ウォールフラワー★★★〜不良品おもちゃたちの島〜


 “Welcome to the island of misfit toys” サム(エマ・ワトソン)は、自分たちをこう形容する。直訳すると「不良品おもちゃたちの島」で、USキッズ・アニメ"Rudolph the Red-Nosed Reindeer & the Island of Misfit Toys"からの引用だ。これはクリスマス映画らしく、不良品おもちゃ達が「子ども達の愛」を求めて叫ぶシーンがあるらしい。


 やや自虐的な表現であるが、彼女がそう言うように、主人公たちは全員「傷」を抱えており、どこかで「愛」を求めている。おもちゃ達と異なるのはその欲求を叫べていないところだ。チャーリー(ローガン・ラーマン)はPTSDのせいで人と関わることを恐れ、本来のコミュニケーション能力をほぼゼロにしてしまっている*1。
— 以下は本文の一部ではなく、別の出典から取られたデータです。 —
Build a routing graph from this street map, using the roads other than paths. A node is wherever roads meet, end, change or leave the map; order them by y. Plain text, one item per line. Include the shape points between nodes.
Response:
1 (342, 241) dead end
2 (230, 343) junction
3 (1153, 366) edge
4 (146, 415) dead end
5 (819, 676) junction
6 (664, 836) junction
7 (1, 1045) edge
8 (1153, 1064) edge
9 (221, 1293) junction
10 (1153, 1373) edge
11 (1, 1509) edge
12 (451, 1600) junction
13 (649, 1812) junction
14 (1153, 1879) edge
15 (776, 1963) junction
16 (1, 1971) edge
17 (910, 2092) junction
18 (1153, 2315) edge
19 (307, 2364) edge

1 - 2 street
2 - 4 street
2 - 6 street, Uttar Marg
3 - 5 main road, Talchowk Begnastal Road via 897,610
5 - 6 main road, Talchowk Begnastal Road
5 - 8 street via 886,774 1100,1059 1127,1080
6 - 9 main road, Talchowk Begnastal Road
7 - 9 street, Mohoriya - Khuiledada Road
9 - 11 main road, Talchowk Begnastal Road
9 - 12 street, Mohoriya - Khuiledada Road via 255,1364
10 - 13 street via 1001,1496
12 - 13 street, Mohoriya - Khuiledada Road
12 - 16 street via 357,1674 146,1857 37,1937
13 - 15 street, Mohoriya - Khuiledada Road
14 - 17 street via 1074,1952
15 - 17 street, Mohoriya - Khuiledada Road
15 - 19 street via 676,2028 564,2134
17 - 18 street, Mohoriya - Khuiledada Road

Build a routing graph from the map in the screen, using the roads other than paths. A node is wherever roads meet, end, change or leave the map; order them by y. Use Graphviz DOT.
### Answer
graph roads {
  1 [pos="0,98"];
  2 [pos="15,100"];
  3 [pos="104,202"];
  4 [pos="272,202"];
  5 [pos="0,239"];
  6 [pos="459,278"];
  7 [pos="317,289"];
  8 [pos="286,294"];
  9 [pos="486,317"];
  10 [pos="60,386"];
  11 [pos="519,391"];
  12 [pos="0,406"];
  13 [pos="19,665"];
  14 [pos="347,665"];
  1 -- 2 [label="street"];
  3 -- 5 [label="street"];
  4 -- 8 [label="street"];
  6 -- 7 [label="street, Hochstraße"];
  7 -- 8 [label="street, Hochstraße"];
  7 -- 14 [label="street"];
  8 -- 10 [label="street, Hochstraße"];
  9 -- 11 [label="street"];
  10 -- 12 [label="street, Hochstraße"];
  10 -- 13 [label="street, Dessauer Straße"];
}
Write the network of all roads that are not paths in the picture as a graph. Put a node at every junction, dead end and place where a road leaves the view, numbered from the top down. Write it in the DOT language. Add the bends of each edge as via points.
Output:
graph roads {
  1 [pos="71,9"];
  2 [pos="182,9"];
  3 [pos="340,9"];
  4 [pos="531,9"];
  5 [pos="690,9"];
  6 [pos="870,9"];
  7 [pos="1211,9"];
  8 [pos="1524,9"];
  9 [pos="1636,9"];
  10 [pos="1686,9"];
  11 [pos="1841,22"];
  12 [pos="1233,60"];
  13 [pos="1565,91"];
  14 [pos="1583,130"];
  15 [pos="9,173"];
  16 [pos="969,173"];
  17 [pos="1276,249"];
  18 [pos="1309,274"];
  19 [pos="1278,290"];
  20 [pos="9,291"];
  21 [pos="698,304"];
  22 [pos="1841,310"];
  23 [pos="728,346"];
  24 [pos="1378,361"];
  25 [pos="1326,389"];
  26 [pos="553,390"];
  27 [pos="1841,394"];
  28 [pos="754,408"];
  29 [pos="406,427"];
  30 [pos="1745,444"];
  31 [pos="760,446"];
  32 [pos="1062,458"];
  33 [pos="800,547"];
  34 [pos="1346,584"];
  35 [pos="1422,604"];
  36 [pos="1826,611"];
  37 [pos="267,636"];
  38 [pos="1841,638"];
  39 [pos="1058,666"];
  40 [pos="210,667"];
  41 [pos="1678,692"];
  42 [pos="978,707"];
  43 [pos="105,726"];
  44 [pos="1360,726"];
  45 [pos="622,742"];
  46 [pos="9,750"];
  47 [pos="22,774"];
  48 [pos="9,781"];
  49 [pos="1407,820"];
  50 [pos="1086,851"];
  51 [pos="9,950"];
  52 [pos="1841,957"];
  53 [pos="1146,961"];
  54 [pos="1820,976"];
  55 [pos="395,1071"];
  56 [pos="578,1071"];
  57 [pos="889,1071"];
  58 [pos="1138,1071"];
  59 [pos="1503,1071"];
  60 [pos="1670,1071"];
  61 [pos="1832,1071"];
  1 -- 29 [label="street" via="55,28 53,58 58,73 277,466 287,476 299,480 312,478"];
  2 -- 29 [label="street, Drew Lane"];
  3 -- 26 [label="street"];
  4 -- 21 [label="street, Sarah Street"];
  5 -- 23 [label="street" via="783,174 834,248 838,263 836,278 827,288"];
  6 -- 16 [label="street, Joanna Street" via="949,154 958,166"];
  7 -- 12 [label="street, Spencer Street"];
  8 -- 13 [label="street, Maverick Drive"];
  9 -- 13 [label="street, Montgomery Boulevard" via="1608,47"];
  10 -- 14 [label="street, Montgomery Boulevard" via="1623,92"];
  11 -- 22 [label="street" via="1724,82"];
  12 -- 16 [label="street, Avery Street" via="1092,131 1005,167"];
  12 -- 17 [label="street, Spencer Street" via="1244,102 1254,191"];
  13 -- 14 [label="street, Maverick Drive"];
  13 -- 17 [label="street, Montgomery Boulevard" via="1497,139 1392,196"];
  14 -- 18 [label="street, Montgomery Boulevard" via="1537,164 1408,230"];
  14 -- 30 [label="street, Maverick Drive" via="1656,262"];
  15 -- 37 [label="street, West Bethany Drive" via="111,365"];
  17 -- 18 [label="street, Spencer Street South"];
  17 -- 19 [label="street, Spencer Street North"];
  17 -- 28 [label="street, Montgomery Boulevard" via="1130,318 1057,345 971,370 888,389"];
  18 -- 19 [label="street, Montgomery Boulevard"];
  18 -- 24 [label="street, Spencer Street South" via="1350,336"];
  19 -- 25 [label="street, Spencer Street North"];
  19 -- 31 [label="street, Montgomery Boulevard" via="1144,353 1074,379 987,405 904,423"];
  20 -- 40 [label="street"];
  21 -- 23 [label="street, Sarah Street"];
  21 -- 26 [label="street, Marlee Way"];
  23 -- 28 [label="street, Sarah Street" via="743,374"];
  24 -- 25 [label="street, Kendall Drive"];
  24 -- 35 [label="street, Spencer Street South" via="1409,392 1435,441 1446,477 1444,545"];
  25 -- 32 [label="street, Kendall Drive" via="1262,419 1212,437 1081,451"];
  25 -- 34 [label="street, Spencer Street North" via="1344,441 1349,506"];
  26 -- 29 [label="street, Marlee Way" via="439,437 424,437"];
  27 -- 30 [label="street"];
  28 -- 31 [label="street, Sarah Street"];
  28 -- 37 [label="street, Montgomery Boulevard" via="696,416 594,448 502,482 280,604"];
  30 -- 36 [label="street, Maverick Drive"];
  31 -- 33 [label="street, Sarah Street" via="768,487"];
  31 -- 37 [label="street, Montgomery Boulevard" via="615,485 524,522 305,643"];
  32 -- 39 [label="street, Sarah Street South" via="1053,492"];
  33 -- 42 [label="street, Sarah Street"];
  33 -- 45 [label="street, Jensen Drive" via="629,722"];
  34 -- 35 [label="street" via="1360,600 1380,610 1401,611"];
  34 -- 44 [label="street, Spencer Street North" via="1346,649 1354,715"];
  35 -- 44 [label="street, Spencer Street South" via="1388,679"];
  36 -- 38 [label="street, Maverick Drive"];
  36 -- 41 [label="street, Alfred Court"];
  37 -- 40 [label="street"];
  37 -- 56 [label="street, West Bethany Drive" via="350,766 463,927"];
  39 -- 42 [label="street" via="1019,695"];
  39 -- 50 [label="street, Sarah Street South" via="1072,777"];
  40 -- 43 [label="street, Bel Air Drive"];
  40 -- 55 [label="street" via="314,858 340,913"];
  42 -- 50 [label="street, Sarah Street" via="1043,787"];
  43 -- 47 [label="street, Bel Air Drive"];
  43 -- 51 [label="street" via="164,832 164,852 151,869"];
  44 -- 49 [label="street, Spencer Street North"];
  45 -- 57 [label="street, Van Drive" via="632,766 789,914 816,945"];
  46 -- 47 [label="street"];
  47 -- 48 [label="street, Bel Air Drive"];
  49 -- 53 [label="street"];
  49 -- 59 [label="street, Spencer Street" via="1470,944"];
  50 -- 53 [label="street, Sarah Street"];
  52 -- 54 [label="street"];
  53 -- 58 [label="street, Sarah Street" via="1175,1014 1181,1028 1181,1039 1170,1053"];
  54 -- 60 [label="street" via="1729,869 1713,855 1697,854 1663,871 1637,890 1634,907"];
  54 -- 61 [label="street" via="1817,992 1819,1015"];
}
サムは実父を軽蔑しながら、恐らく実父のような「クソ男」と恋愛をしている。パトリック(エズラ・ミラー)は一見悩んでいないように見せているが、男性の恋人の存在を必死に隠している。女生徒に"Suck it!!"ジョークを飛ばす癖は秘密を抱える不安から生じているのだろう。フューチャーされないアリス(エリン・ヴィルヘルム)にしても、家が裕福なのに万引きを繰り返している。


 【自分だけは自分の味方だ】という自己肯定感は本来、家庭で育まれる。しかしながら様々な問題により過度な自信不足に陥った子どもたちがいる。そんな学生たちに「自分は価値ある人間だ」と教えてくれるのは、素晴らしい親友たちだ…ーこれが本作のストーリー・ライン。だけれど「友情だけでは負われない問題」をも扱っている。子ども達の傷は「高校だと皆悩むよね〜っ☆」では到底終われない社会問題まで行っちゃている。だからこそ原作小説はヒットしたのだろうし、その傷を描ききれていないからこそ本映画は雰囲気映画に留まってしまった。ラストで主人公に振りかかる展開は尺が足りていないし、サムとパトリックの問題はやや投げやりだ。どうやら、レイティングの問題で、原作にある性暴力を大幅カットしたらしい。

【ネタバレ感想】
 主人公は、性的虐待をしてきた叔母を自分が殺めたと思っていた。存在を肯定してくれる素晴らしい友人、善良な大人に助けられた訳だが「傷とどのように向き合ったか?」。それを描いていない。映画的快楽が欠如してる理由の1つ。
 サムは実父がDV加害者*2だった上に、その父の同僚に性的虐待をされた。それ故に自己評価が著しく低かったが「君は価値ある人間だ」と主人公に教えられ、傷を乗り越え、大学で自由を謳歌している。
 パトリックは、当時のセクシャル・マイノリティの立場を思えば、どれだけ傷ついているか想像するのは容易だ。しかしながら、なによりもあのキスシーンに苦悩が詰まっている。やはりエズラ・ミラーはいいですね。

(TOHOシネマズシャンテにて鑑賞)

*1:「コミュ障なのに能動的すぎる」と批判されているが、彼は元々そこまで「人に話しかけられないタイプ」ではないのでは。そこまで、彼が負っている傷は本来の個性を抑制してしまっている。

*2:物理的暴力だけでなく精神的暴力も入れたDV。